## Problem requirements
Output all records precisely as written.

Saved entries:
####

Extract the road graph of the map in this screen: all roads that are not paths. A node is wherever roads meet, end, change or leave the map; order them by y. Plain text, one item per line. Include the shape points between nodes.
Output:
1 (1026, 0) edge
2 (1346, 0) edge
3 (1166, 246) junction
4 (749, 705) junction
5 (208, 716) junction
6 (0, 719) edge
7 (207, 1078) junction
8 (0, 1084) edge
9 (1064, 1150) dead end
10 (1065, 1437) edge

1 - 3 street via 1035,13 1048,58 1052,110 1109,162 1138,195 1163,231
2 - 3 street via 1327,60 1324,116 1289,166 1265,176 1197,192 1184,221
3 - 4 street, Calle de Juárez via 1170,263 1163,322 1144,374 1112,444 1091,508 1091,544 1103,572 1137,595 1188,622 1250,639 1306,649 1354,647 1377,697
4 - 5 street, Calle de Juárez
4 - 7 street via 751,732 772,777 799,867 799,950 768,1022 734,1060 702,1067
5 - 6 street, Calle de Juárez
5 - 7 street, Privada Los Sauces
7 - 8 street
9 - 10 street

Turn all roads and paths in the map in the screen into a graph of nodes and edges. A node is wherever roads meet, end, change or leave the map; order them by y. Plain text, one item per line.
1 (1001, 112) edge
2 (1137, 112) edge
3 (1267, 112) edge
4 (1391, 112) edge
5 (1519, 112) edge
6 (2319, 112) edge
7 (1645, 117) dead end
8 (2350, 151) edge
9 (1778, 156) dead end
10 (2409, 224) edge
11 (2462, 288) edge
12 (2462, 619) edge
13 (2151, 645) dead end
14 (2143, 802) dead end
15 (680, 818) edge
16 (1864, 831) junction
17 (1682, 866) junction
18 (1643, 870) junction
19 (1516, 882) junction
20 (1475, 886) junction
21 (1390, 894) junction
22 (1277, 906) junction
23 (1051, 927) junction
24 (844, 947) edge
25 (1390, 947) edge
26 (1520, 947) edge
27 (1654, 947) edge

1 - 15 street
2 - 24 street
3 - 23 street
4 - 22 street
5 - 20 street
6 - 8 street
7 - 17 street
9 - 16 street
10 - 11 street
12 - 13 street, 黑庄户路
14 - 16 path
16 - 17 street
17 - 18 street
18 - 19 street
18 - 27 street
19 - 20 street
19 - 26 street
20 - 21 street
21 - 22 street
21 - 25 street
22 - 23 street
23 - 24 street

####

## Expected output
Extract the road graph of the map in this screen: all roads that are not paths. A node is wherever roads meet, end, change or leave the map; order them by y. Plain text, one item per line. Include the shape points between nodes.
Output:
1 (1026, 0) edge
2 (1346, 0) edge
3 (1166, 246) junction
4 (749, 705) junction
5 (208, 716) junction
6 (0, 719) edge
7 (207, 1078) junction
8 (0, 1084) edge
9 (1064, 1150) dead end
10 (1065, 1437) edge

1 - 3 street via 1035,13 1048,58 1052,110 1109,162 1138,195 1163,231
2 - 3 street via 1327,60 1324,116 1289,166 1265,176 1197,192 1184,221
3 - 4 street, Calle de Juárez via 1170,263 1163,322 1144,374 1112,444 1091,508 1091,544 1103,572 1137,595 1188,622 1250,639 1306,649 1354,647 1377,697
4 - 5 street, Calle de Juárez
4 - 7 street via 751,732 772,777 799,867 799,950 768,1022 734,1060 702,1067
5 - 6 street, Calle de Juárez
5 - 7 street, Privada Los Sauces
7 - 8 street
9 - 10 street

Turn all roads and paths in the map in the screen into a graph of nodes and edges. A node is wherever roads meet, end, change or leave the map; order them by y. Plain text, one item per line.
1 (1001, 112) edge
2 (1137, 112) edge
3 (1267, 112) edge
4 (1391, 112) edge
5 (1519, 112) edge
6 (2319, 112) edge
7 (1645, 117) dead end
8 (2350, 151) edge
9 (1778, 156) dead end
10 (2409, 224) edge
11 (2462, 288) edge
12 (2462, 619) edge
13 (2151, 645) dead end
14 (2143, 802) dead end
15 (680, 818) edge
16 (1864, 831) junction
17 (1682, 866) junction
18 (1643, 870) junction
19 (1516, 882) junction
20 (1475, 886) junction
21 (1390, 894) junction
22 (1277, 906) junction
23 (1051, 927) junction
24 (844, 947) edge
25 (1390, 947) edge
26 (1520, 947) edge
27 (1654, 947) edge

1 - 15 street
2 - 24 street
3 - 23 street
4 - 22 street
5 - 20 street
6 - 8 street
7 - 17 street
9 - 16 street
10 - 11 street
12 - 13 street, 黑庄户路
14 - 16 path
16 - 17 street
17 - 18 street
18 - 19 street
18 - 27 street
19 - 20 street
19 - 26 street
20 - 21 street
21 - 22 street
21 - 25 street
22 - 23 street
23 - 24 street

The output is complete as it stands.